■ **PROBLEM REQUIREMENTS**:
Give the records again in full, exactly as they appear, but without the pictures.
══════════
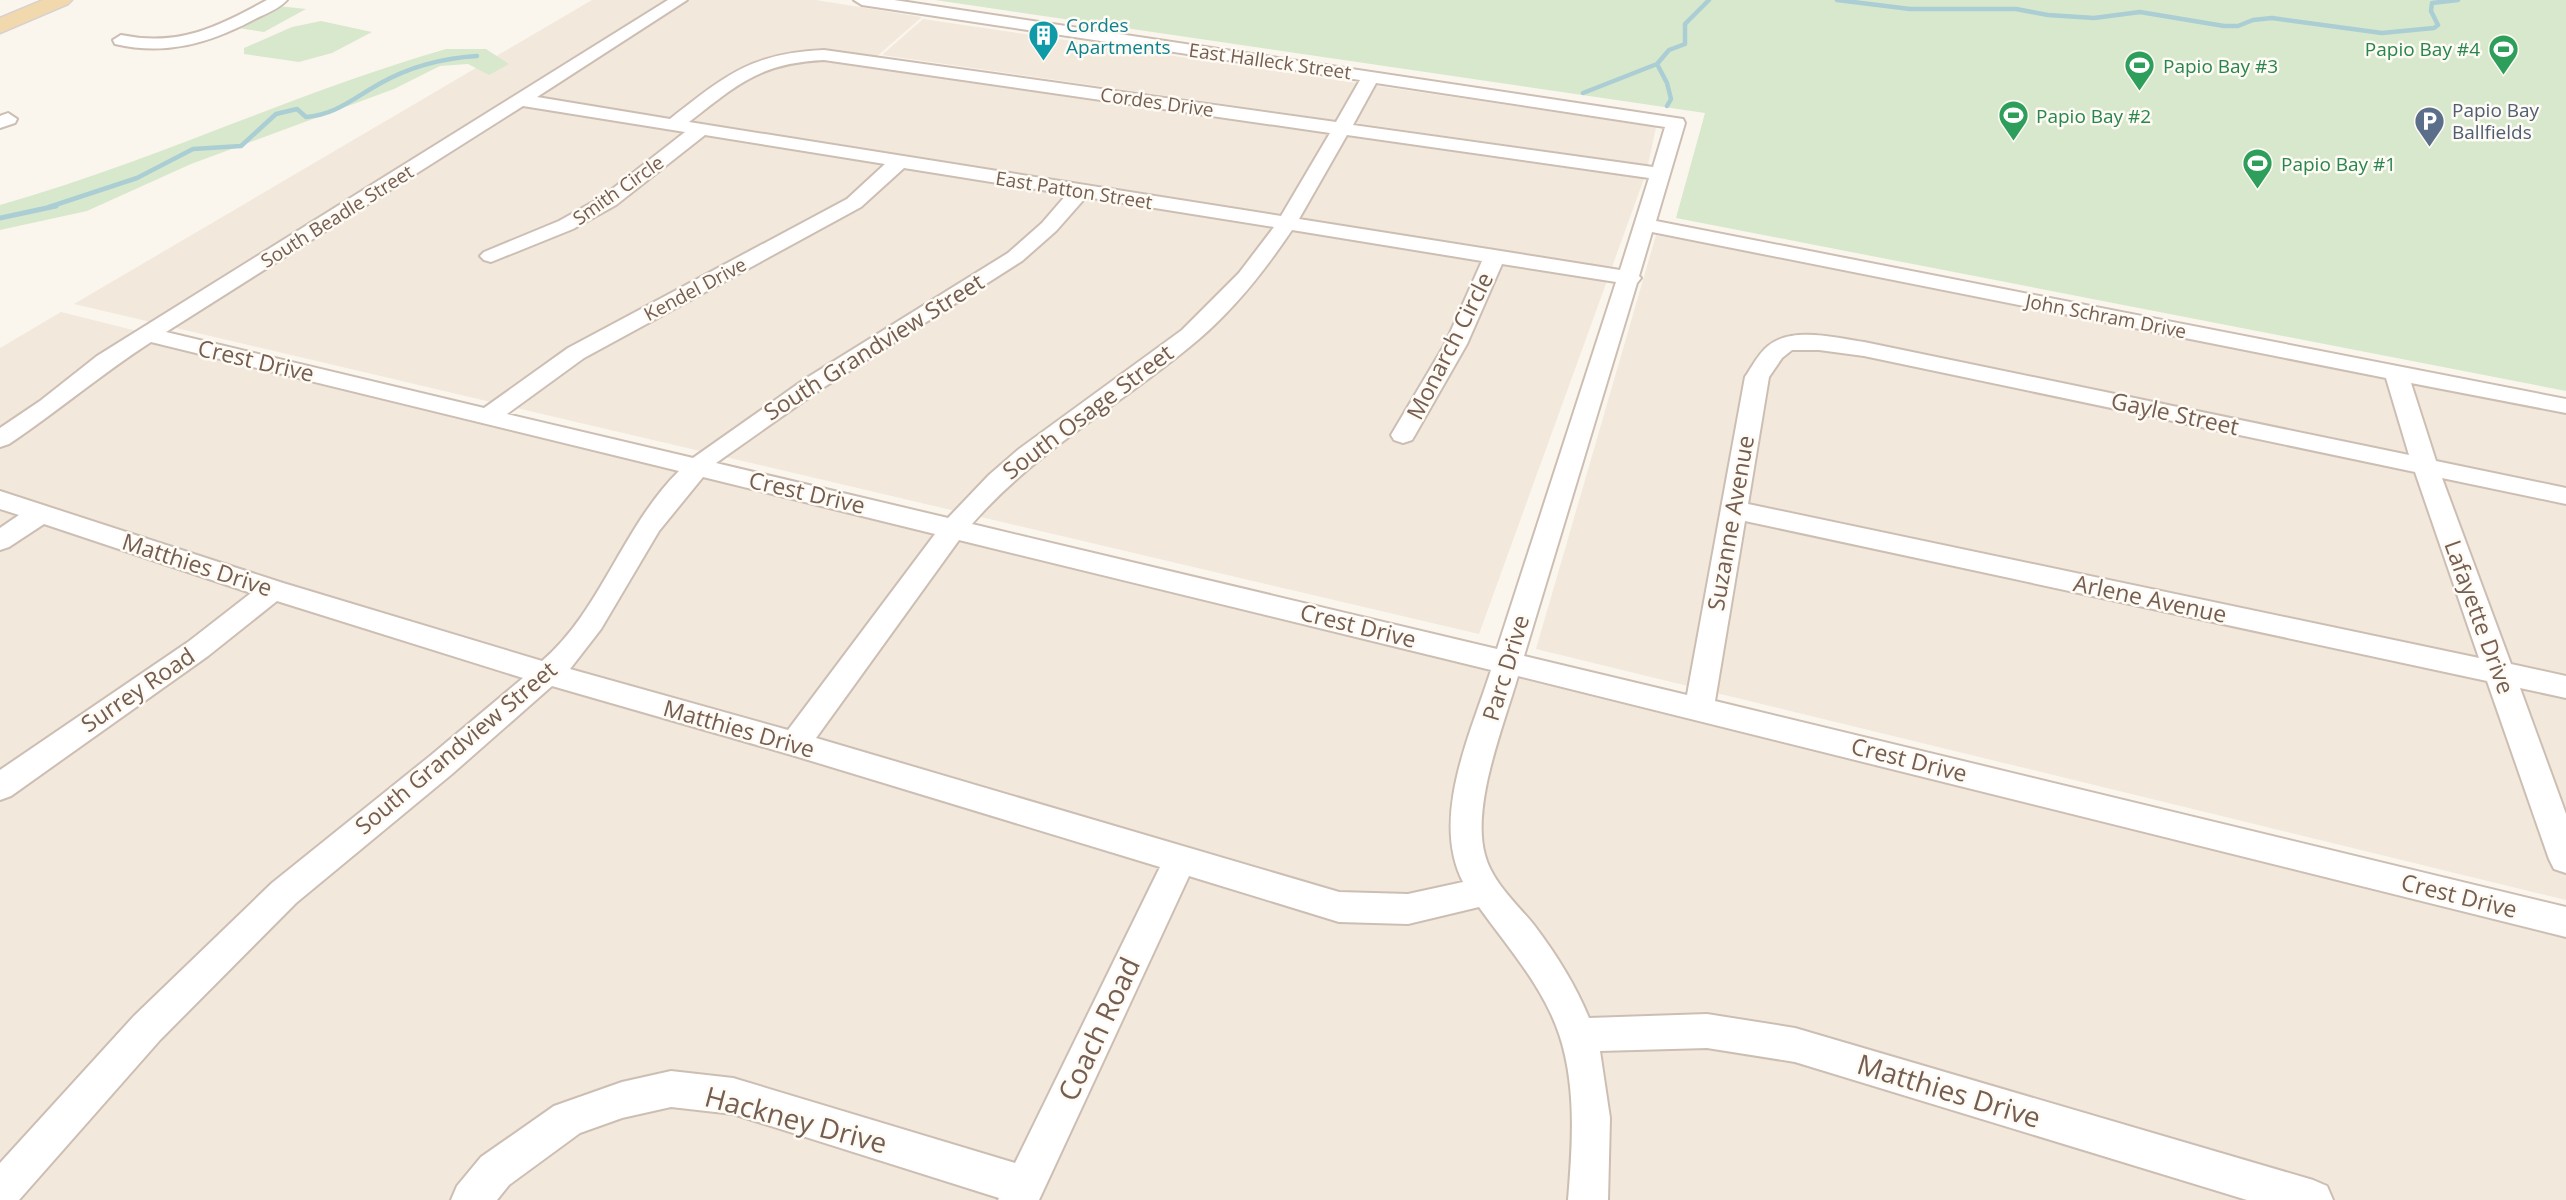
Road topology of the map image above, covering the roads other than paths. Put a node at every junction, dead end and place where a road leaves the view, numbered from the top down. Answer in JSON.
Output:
{"nodes":[{"id":1,"x":61,"y":0,"type":"edge"},
{"id":2,"x":279,"y":0,"type":"edge"},
{"id":3,"x":679,"y":0,"type":"edge"},
{"id":4,"x":862,"y":0,"type":"edge"},
{"id":5,"x":0,"y":26,"type":"edge"},
{"id":6,"x":121,"y":40,"type":"dead end"},
{"id":7,"x":1371,"y":76,"type":"junction"},
{"id":8,"x":519,"y":100,"type":"junction"},
{"id":9,"x":1676,"y":123,"type":"joint"},
{"id":10,"x":673,"y":125,"type":"junction"},
{"id":11,"x":1341,"y":128,"type":"junction"},
{"id":12,"x":700,"y":130,"type":"junction"},
{"id":13,"x":899,"y":162,"type":"junction"},
{"id":14,"x":1661,"y":174,"type":"junction"},
{"id":15,"x":1080,"y":191,"type":"junction"},
{"id":16,"x":1286,"y":223,"type":"junction"},
{"id":17,"x":1646,"y":225,"type":"junction"},
{"id":18,"x":491,"y":256,"type":"dead end"},
{"id":19,"x":1495,"y":256,"type":"junction"},
{"id":20,"x":1630,"y":278,"type":"junction"},
{"id":21,"x":149,"y":335,"type":"junction"},
{"id":22,"x":1774,"y":341,"type":"joint"},
{"id":23,"x":2396,"y":373,"type":"junction"},
{"id":24,"x":2566,"y":406,"type":"edge"},
{"id":25,"x":489,"y":416,"type":"junction"},
{"id":26,"x":1403,"y":435,"type":"dead end"},
{"id":27,"x":0,"y":439,"type":"edge"},
{"id":28,"x":2424,"y":466,"type":"junction"},
{"id":29,"x":696,"y":467,"type":"junction"},
{"id":30,"x":2566,"y":496,"type":"edge"},
{"id":31,"x":0,"y":500,"type":"edge"},
{"id":32,"x":1733,"y":510,"type":"junction"},
{"id":33,"x":41,"y":513,"type":"junction"},
{"id":34,"x":953,"y":528,"type":"junction"},
{"id":35,"x":0,"y":541,"type":"edge"},
{"id":36,"x":273,"y":590,"type":"junction"},
{"id":37,"x":1508,"y":663,"type":"junction"},
{"id":38,"x":2500,"y":673,"type":"junction"},
{"id":39,"x":548,"y":674,"type":"junction"},
{"id":40,"x":2566,"y":687,"type":"edge"},
{"id":41,"x":1699,"y":709,"type":"junction"},
{"id":42,"x":795,"y":744,"type":"junction"},
{"id":43,"x":0,"y":787,"type":"edge"},
{"id":44,"x":1180,"y":859,"type":"junction"},
{"id":45,"x":2566,"y":859,"type":"edge"},
{"id":46,"x":1485,"y":891,"type":"junction"},
{"id":47,"x":2566,"y":922,"type":"edge"},
{"id":48,"x":1577,"y":1035,"type":"junction"},
{"id":49,"x":0,"y":1192,"type":"edge"},
{"id":50,"x":1021,"y":1193,"type":"edge"},
{"id":51,"x":471,"y":1200,"type":"edge"},
{"id":52,"x":1588,"y":1200,"type":"edge"},
{"id":53,"x":2313,"y":1200,"type":"edge"}],
"edges":[{"from":1,"to":5,"type":"main road"},
{"from":2,"to":6,"type":"street"},
{"from":3,"to":8,"type":"street","name":"South Beadle Street"},
{"from":4,"to":7,"type":"street","name":"East Halleck Street"},
{"from":7,"to":9,"type":"street","name":"East Halleck Street"},
{"from":7,"to":11,"type":"street","name":"South Osage Street"},
{"from":8,"to":10,"type":"street","name":"East Patton Street"},
{"from":8,"to":21,"type":"street","name":"South Beadle Street"},
{"from":9,"to":14,"type":"street","name":"Parc Drive"},
{"from":10,"to":11,"type":"street","name":"Cordes Drive"},
{"from":10,"to":12,"type":"street","name":"East Patton Street"},
{"from":11,"to":14,"type":"street","name":"Cordes Drive"},
{"from":11,"to":16,"type":"street","name":"South Osage Street"},
{"from":12,"to":13,"type":"street","name":"East Patton Street"},
{"from":12,"to":18,"type":"street","name":"Smith Circle"},
{"from":13,"to":15,"type":"street","name":"East Patton Street"},
{"from":13,"to":25,"type":"street","name":"Kendel Drive"},
{"from":14,"to":17,"type":"street","name":"Parc Drive"},
{"from":15,"to":16,"type":"street","name":"East Patton Street"},
{"from":15,"to":29,"type":"street","name":"South Grandview Street"},
{"from":16,"to":19,"type":"street","name":"East Patton Street"},
{"from":16,"to":34,"type":"street","name":"South Osage Street"},
{"from":17,"to":20,"type":"street","name":"Parc Drive"},
{"from":17,"to":23,"type":"street","name":"John Schram Drive"},
{"from":19,"to":20,"type":"street","name":"East Patton Street"},
{"from":19,"to":26,"type":"street","name":"Monarch Circle"},
{"from":20,"to":37,"type":"street","name":"Parc Drive"},
{"from":21,"to":25,"type":"street","name":"Crest Drive"},
{"from":21,"to":27,"type":"street","name":"South Beadle Street"},
{"from":22,"to":28,"type":"street","name":"Gayle Street"},
{"from":22,"to":32,"type":"street","name":"Suzanne Avenue"},
{"from":23,"to":24,"type":"street","name":"John Schram Drive"},
{"from":23,"to":28,"type":"street","name":"Lafayette Drive"},
{"from":25,"to":29,"type":"street","name":"Crest Drive"},
{"from":28,"to":30,"type":"street","name":"Gayle Street"},
{"from":28,"to":38,"type":"street","name":"Lafayette Drive"},
{"from":29,"to":34,"type":"street","name":"Crest Drive"},
{"from":29,"to":39,"type":"street","name":"South Grandview Street"},
{"from":31,"to":33,"type":"street","name":"Matthies Drive"},
{"from":32,"to":38,"type":"street","name":"Arlene Avenue"},
{"from":32,"to":41,"type":"street","name":"Suzanne Avenue"},
{"from":33,"to":35,"type":"street"},
{"from":33,"to":36,"type":"street","name":"Matthies Drive"},
{"from":34,"to":37,"type":"street","name":"Crest Drive"},
{"from":34,"to":42,"type":"street","name":"South Osage Street"},
{"from":36,"to":39,"type":"street","name":"Matthies Drive"},
{"from":36,"to":43,"type":"street","name":"Surrey Road"},
{"from":37,"to":41,"type":"street","name":"Crest Drive"},
{"from":37,"to":46,"type":"street","name":"Parc Drive"},
{"from":38,"to":40,"type":"street","name":"Arlene Avenue"},
{"from":38,"to":45,"type":"street","name":"Lafayette Drive"},
{"from":39,"to":42,"type":"street","name":"Matthies Drive"},
{"from":39,"to":49,"type":"street","name":"South Grandview Street"},
{"from":41,"to":47,"type":"street","name":"Crest Drive"},
{"from":42,"to":44,"type":"street","name":"Matthies Drive"},
{"from":44,"to":46,"type":"street","name":"Matthies Drive"},
{"from":44,"to":50,"type":"street","name":"Coach Road"},
{"from":46,"to":48,"type":"street","name":"Parc Drive"},
{"from":48,"to":52,"type":"street","name":"Parc Drive"},
{"from":48,"to":53,"type":"street","name":"Matthies Drive"},
{"from":50,"to":51,"type":"street","name":"Hackney Drive"}]}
══════════
■ **OUTPUT**:
Road topology of the map image above, covering the roads other than paths. Put a node at every junction, dead end and place where a road leaves the view, numbered from the top down. Answer in JSON.
Output:
{"nodes":[{"id":1,"x":61,"y":0,"type":"edge"},
{"id":2,"x":279,"y":0,"type":"edge"},
{"id":3,"x":679,"y":0,"type":"edge"},
{"id":4,"x":862,"y":0,"type":"edge"},
{"id":5,"x":0,"y":26,"type":"edge"},
{"id":6,"x":121,"y":40,"type":"dead end"},
{"id":7,"x":1371,"y":76,"type":"junction"},
{"id":8,"x":519,"y":100,"type":"junction"},
{"id":9,"x":1676,"y":123,"type":"joint"},
{"id":10,"x":673,"y":125,"type":"junction"},
{"id":11,"x":1341,"y":128,"type":"junction"},
{"id":12,"x":700,"y":130,"type":"junction"},
{"id":13,"x":899,"y":162,"type":"junction"},
{"id":14,"x":1661,"y":174,"type":"junction"},
{"id":15,"x":1080,"y":191,"type":"junction"},
{"id":16,"x":1286,"y":223,"type":"junction"},
{"id":17,"x":1646,"y":225,"type":"junction"},
{"id":18,"x":491,"y":256,"type":"dead end"},
{"id":19,"x":1495,"y":256,"type":"junction"},
{"id":20,"x":1630,"y":278,"type":"junction"},
{"id":21,"x":149,"y":335,"type":"junction"},
{"id":22,"x":1774,"y":341,"type":"joint"},
{"id":23,"x":2396,"y":373,"type":"junction"},
{"id":24,"x":2566,"y":406,"type":"edge"},
{"id":25,"x":489,"y":416,"type":"junction"},
{"id":26,"x":1403,"y":435,"type":"dead end"},
{"id":27,"x":0,"y":439,"type":"edge"},
{"id":28,"x":2424,"y":466,"type":"junction"},
{"id":29,"x":696,"y":467,"type":"junction"},
{"id":30,"x":2566,"y":496,"type":"edge"},
{"id":31,"x":0,"y":500,"type":"edge"},
{"id":32,"x":1733,"y":510,"type":"junction"},
{"id":33,"x":41,"y":513,"type":"junction"},
{"id":34,"x":953,"y":528,"type":"junction"},
{"id":35,"x":0,"y":541,"type":"edge"},
{"id":36,"x":273,"y":590,"type":"junction"},
{"id":37,"x":1508,"y":663,"type":"junction"},
{"id":38,"x":2500,"y":673,"type":"junction"},
{"id":39,"x":548,"y":674,"type":"junction"},
{"id":40,"x":2566,"y":687,"type":"edge"},
{"id":41,"x":1699,"y":709,"type":"junction"},
{"id":42,"x":795,"y":744,"type":"junction"},
{"id":43,"x":0,"y":787,"type":"edge"},
{"id":44,"x":1180,"y":859,"type":"junction"},
{"id":45,"x":2566,"y":859,"type":"edge"},
{"id":46,"x":1485,"y":891,"type":"junction"},
{"id":47,"x":2566,"y":922,"type":"edge"},
{"id":48,"x":1577,"y":1035,"type":"junction"},
{"id":49,"x":0,"y":1192,"type":"edge"},
{"id":50,"x":1021,"y":1193,"type":"edge"},
{"id":51,"x":471,"y":1200,"type":"edge"},
{"id":52,"x":1588,"y":1200,"type":"edge"},
{"id":53,"x":2313,"y":1200,"type":"edge"}],
"edges":[{"from":1,"to":5,"type":"main road"},
{"from":2,"to":6,"type":"street"},
{"from":3,"to":8,"type":"street","name":"South Beadle Street"},
{"from":4,"to":7,"type":"street","name":"East Halleck Street"},
{"from":7,"to":9,"type":"street","name":"East Halleck Street"},
{"from":7,"to":11,"type":"street","name":"South Osage Street"},
{"from":8,"to":10,"type":"street","name":"East Patton Street"},
{"from":8,"to":21,"type":"street","name":"South Beadle Street"},
{"from":9,"to":14,"type":"street","name":"Parc Drive"},
{"from":10,"to":11,"type":"street","name":"Cordes Drive"},
{"from":10,"to":12,"type":"street","name":"East Patton Street"},
{"from":11,"to":14,"type":"street","name":"Cordes Drive"},
{"from":11,"to":16,"type":"street","name":"South Osage Street"},
{"from":12,"to":13,"type":"street","name":"East Patton Street"},
{"from":12,"to":18,"type":"street","name":"Smith Circle"},
{"from":13,"to":15,"type":"street","name":"East Patton Street"},
{"from":13,"to":25,"type":"street","name":"Kendel Drive"},
{"from":14,"to":17,"type":"street","name":"Parc Drive"},
{"from":15,"to":16,"type":"street","name":"East Patton Street"},
{"from":15,"to":29,"type":"street","name":"South Grandview Street"},
{"from":16,"to":19,"type":"street","name":"East Patton Street"},
{"from":16,"to":34,"type":"street","name":"South Osage Street"},
{"from":17,"to":20,"type":"street","name":"Parc Drive"},
{"from":17,"to":23,"type":"street","name":"John Schram Drive"},
{"from":19,"to":20,"type":"street","name":"East Patton Street"},
{"from":19,"to":26,"type":"street","name":"Monarch Circle"},
{"from":20,"to":37,"type":"street","name":"Parc Drive"},
{"from":21,"to":25,"type":"street","name":"Crest Drive"},
{"from":21,"to":27,"type":"street","name":"South Beadle Street"},
{"from":22,"to":28,"type":"street","name":"Gayle Street"},
{"from":22,"to":32,"type":"street","name":"Suzanne Avenue"},
{"from":23,"to":24,"type":"street","name":"John Schram Drive"},
{"from":23,"to":28,"type":"street","name":"Lafayette Drive"},
{"from":25,"to":29,"type":"street","name":"Crest Drive"},
{"from":28,"to":30,"type":"street","name":"Gayle Street"},
{"from":28,"to":38,"type":"street","name":"Lafayette Drive"},
{"from":29,"to":34,"type":"street","name":"Crest Drive"},
{"from":29,"to":39,"type":"street","name":"South Grandview Street"},
{"from":31,"to":33,"type":"street","name":"Matthies Drive"},
{"from":32,"to":38,"type":"street","name":"Arlene Avenue"},
{"from":32,"to":41,"type":"street","name":"Suzanne Avenue"},
{"from":33,"to":35,"type":"street"},
{"from":33,"to":36,"type":"street","name":"Matthies Drive"},
{"from":34,"to":37,"type":"street","name":"Crest Drive"},
{"from":34,"to":42,"type":"street","name":"South Osage Street"},
{"from":36,"to":39,"type":"street","name":"Matthies Drive"},
{"from":36,"to":43,"type":"street","name":"Surrey Road"},
{"from":37,"to":41,"type":"street","name":"Crest Drive"},
{"from":37,"to":46,"type":"street","name":"Parc Drive"},
{"from":38,"to":40,"type":"street","name":"Arlene Avenue"},
{"from":38,"to":45,"type":"street","name":"Lafayette Drive"},
{"from":39,"to":42,"type":"street","name":"Matthies Drive"},
{"from":39,"to":49,"type":"street","name":"South Grandview Street"},
{"from":41,"to":47,"type":"street","name":"Crest Drive"},
{"from":42,"to":44,"type":"street","name":"Matthies Drive"},
{"from":44,"to":46,"type":"street","name":"Matthies Drive"},
{"from":44,"to":50,"type":"street","name":"Coach Road"},
{"from":46,"to":48,"type":"street","name":"Parc Drive"},
{"from":48,"to":52,"type":"street","name":"Parc Drive"},
{"from":48,"to":53,"type":"street","name":"Matthies Drive"},
{"from":50,"to":51,"type":"street","name":"Hackney Drive"}]}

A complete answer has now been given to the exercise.